_Work to be completed_. Every line in the following data that has "display" counts toward the total; state that total alone.

----

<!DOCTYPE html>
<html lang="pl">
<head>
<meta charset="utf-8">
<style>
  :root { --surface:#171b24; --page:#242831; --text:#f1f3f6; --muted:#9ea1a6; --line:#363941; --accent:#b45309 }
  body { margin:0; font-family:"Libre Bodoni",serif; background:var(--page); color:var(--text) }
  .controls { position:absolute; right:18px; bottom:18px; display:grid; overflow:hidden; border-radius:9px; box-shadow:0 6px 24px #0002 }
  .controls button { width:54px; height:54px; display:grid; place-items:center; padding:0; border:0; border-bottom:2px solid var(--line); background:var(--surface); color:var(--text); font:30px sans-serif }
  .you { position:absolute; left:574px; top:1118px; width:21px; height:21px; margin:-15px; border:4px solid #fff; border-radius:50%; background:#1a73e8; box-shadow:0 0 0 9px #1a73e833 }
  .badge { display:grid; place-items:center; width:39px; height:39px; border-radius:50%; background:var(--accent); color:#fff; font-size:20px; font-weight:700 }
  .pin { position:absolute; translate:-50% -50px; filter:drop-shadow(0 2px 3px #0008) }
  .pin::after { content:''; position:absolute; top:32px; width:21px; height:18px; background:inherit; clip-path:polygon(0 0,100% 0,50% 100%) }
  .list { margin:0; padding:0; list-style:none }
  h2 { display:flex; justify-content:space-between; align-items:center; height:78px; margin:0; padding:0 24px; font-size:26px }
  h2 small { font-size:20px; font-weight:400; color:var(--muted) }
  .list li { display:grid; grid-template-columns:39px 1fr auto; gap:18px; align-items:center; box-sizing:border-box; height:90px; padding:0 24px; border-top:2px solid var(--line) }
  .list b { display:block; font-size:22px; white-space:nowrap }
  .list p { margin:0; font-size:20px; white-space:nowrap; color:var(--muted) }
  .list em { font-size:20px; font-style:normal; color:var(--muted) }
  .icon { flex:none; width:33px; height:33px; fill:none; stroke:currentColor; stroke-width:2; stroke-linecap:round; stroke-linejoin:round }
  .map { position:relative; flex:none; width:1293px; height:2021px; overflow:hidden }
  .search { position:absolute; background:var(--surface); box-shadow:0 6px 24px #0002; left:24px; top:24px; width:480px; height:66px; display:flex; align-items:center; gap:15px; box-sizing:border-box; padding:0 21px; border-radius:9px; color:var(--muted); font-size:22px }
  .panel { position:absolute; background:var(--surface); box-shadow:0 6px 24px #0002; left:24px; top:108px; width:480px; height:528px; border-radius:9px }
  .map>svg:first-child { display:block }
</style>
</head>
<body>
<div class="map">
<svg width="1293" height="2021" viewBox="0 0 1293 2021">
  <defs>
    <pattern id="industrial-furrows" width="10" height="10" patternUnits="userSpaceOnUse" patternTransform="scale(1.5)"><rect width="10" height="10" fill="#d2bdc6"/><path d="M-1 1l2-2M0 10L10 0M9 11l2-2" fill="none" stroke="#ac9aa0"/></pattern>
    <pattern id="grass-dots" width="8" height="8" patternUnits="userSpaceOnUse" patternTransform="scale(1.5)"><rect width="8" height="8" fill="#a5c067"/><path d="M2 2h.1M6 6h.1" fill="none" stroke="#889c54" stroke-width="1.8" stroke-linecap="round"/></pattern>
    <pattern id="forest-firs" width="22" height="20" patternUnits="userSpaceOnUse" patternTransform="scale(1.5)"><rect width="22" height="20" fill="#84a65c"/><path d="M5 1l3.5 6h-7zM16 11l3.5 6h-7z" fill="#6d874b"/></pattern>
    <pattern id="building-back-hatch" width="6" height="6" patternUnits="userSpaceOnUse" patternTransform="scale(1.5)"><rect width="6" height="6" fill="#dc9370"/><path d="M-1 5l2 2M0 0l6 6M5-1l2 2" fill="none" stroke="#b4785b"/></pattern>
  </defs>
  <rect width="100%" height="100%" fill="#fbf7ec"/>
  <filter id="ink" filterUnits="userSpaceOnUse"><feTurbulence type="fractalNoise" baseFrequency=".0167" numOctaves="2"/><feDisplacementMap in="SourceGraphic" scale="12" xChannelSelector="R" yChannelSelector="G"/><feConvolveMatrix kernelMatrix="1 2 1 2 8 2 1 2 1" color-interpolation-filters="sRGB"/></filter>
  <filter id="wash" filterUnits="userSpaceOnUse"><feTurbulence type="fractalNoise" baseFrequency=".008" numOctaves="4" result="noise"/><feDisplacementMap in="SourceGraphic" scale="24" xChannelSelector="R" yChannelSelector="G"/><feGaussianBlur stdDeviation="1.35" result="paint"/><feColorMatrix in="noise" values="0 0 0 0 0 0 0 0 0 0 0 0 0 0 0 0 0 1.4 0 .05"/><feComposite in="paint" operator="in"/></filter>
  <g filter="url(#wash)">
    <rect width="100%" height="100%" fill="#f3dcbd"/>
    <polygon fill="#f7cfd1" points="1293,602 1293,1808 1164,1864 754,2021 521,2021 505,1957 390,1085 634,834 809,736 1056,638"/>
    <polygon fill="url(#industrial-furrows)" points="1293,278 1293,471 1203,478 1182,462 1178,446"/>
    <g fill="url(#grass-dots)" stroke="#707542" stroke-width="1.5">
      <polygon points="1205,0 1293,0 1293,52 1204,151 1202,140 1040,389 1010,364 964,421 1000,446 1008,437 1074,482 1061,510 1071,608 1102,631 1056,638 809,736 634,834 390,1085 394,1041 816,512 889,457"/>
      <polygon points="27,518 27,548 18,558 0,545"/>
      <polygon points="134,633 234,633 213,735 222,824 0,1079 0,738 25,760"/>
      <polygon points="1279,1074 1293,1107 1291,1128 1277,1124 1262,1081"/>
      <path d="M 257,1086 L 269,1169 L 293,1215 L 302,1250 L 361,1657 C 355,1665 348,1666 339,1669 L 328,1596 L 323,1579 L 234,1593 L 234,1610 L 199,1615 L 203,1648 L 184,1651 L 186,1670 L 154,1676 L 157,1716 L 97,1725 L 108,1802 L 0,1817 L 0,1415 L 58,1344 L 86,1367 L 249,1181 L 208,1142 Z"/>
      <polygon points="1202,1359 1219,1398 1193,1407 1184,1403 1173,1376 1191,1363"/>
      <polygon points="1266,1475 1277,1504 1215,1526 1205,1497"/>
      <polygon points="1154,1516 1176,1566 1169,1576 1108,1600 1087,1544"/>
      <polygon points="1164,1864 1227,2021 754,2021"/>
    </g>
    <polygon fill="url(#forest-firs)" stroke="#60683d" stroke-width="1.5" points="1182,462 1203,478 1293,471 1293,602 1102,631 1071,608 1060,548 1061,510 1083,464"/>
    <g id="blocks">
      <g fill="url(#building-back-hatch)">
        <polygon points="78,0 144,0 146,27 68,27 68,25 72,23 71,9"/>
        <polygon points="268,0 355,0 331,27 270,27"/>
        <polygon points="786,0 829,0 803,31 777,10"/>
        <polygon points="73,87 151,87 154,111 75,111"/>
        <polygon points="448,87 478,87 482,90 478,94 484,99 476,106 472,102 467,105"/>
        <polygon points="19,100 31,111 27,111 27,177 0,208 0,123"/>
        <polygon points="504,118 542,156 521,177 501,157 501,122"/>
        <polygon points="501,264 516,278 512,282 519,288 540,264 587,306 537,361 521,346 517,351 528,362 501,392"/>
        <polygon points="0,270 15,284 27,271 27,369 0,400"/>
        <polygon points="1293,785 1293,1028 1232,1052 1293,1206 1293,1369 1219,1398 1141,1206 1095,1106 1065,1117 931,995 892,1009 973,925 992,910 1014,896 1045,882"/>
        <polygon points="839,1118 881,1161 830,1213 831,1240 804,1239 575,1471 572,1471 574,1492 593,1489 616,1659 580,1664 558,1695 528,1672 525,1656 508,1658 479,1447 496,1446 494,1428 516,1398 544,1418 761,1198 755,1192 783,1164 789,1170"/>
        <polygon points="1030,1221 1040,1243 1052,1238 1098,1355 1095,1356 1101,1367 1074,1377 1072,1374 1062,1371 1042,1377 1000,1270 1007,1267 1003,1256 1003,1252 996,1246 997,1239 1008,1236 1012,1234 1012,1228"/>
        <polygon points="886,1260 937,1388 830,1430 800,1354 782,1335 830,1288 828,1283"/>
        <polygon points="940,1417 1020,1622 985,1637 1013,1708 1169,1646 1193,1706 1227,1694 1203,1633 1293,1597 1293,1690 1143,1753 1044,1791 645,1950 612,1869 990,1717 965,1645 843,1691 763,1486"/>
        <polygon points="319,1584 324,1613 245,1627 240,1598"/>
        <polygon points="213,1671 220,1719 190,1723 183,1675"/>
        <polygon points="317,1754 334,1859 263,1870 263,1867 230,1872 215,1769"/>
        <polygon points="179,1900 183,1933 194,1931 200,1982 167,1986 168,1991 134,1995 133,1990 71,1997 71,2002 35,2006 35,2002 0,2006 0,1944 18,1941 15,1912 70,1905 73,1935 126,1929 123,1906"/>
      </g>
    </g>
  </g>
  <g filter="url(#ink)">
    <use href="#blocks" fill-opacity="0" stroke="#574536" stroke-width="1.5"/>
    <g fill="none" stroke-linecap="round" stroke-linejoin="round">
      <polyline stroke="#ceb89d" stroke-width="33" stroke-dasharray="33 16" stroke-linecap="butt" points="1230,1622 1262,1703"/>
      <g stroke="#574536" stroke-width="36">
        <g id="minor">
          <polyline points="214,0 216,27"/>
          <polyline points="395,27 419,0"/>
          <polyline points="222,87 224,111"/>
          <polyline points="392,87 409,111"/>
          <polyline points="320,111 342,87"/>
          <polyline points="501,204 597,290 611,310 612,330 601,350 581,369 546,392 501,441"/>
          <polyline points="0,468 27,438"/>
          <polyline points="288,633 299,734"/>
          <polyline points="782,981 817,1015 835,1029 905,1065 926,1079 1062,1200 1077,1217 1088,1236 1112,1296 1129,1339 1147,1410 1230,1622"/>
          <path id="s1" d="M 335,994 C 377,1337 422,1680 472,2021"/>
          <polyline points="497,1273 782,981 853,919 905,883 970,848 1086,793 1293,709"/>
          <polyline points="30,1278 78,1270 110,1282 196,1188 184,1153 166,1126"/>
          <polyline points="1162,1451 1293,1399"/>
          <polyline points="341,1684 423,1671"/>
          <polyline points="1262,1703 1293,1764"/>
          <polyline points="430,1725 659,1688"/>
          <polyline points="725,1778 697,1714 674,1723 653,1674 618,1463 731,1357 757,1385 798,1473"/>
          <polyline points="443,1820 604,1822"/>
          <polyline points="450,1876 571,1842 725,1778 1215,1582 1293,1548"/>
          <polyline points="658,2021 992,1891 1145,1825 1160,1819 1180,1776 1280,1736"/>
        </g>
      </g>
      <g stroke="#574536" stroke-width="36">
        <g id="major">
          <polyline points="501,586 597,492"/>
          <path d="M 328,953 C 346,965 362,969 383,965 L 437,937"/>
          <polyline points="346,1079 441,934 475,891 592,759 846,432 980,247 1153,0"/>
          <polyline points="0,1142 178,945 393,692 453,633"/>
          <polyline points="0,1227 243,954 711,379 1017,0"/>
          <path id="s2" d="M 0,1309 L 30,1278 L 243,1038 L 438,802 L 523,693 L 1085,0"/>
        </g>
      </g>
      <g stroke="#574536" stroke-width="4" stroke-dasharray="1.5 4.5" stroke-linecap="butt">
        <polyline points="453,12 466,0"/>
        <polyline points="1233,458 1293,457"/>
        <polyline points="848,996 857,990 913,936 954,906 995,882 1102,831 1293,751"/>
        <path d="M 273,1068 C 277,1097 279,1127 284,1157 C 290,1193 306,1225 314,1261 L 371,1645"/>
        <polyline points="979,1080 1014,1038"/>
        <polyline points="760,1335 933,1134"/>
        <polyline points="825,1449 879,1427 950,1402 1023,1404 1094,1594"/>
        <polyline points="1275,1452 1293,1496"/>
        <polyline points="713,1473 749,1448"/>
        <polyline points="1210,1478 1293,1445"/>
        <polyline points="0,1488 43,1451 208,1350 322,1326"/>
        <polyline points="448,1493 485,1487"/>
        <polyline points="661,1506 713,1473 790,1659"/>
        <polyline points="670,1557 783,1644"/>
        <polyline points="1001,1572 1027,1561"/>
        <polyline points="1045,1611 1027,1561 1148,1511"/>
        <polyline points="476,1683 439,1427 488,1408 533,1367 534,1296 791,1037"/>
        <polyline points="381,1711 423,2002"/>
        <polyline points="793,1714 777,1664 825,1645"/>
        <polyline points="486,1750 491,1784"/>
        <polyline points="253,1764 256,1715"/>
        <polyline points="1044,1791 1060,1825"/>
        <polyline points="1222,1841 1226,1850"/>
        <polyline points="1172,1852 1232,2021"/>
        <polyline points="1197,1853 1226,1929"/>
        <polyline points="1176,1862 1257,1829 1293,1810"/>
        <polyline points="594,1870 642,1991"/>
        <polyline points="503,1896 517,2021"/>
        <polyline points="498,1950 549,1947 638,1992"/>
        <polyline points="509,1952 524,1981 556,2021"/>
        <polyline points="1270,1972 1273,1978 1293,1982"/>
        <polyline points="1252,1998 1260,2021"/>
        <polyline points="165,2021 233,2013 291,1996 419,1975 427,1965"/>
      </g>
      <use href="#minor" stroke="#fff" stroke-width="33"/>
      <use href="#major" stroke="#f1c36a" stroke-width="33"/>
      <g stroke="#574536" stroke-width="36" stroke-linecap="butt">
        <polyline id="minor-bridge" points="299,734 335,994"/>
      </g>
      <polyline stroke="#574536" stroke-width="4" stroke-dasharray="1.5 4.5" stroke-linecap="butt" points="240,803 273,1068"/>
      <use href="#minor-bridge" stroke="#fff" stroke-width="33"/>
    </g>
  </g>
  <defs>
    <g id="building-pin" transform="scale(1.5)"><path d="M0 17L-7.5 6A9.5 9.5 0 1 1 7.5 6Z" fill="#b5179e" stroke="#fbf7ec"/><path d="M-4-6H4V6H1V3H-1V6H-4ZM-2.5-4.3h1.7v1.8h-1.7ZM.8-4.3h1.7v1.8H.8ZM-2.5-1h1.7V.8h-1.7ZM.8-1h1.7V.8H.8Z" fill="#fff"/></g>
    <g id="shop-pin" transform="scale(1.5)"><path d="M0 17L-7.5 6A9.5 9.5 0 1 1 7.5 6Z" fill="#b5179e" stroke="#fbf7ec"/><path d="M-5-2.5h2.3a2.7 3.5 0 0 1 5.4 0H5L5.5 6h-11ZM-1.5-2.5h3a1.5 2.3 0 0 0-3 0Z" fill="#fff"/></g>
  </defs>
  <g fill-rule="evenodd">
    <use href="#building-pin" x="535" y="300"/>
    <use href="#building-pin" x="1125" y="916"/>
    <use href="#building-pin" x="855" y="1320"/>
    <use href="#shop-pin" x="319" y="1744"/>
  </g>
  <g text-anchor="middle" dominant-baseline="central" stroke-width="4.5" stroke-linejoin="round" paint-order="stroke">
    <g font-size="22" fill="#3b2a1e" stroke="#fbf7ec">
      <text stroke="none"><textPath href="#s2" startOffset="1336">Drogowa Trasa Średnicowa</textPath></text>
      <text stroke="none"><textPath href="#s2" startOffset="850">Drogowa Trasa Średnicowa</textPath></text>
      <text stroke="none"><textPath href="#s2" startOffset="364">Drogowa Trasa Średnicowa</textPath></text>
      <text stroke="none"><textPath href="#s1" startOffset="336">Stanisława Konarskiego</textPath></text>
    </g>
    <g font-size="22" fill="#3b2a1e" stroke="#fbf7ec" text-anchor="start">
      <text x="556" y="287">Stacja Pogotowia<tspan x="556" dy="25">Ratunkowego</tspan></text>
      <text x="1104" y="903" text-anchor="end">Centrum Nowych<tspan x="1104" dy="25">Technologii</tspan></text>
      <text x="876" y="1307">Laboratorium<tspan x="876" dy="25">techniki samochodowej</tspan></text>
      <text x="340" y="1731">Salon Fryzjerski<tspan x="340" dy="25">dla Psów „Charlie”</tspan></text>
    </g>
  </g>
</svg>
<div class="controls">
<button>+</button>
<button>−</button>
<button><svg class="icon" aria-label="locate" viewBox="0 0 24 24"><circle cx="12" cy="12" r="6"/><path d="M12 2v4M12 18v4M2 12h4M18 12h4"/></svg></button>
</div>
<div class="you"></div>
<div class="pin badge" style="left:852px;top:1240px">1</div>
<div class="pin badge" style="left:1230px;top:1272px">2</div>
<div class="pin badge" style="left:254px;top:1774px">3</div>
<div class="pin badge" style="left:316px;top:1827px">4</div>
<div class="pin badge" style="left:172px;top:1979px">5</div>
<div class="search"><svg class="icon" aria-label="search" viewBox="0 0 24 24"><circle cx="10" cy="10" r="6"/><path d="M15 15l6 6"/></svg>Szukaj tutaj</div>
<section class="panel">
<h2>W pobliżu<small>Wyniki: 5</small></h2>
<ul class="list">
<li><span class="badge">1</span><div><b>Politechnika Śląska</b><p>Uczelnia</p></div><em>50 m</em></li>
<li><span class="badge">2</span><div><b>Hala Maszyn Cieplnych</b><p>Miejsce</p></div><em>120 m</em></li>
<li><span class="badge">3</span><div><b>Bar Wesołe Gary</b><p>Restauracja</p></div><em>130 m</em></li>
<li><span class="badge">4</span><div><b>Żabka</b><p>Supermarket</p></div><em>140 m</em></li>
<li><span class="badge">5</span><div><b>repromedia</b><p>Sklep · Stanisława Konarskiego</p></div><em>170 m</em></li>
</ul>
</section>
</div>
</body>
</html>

----

_Solution to this exercise_. 8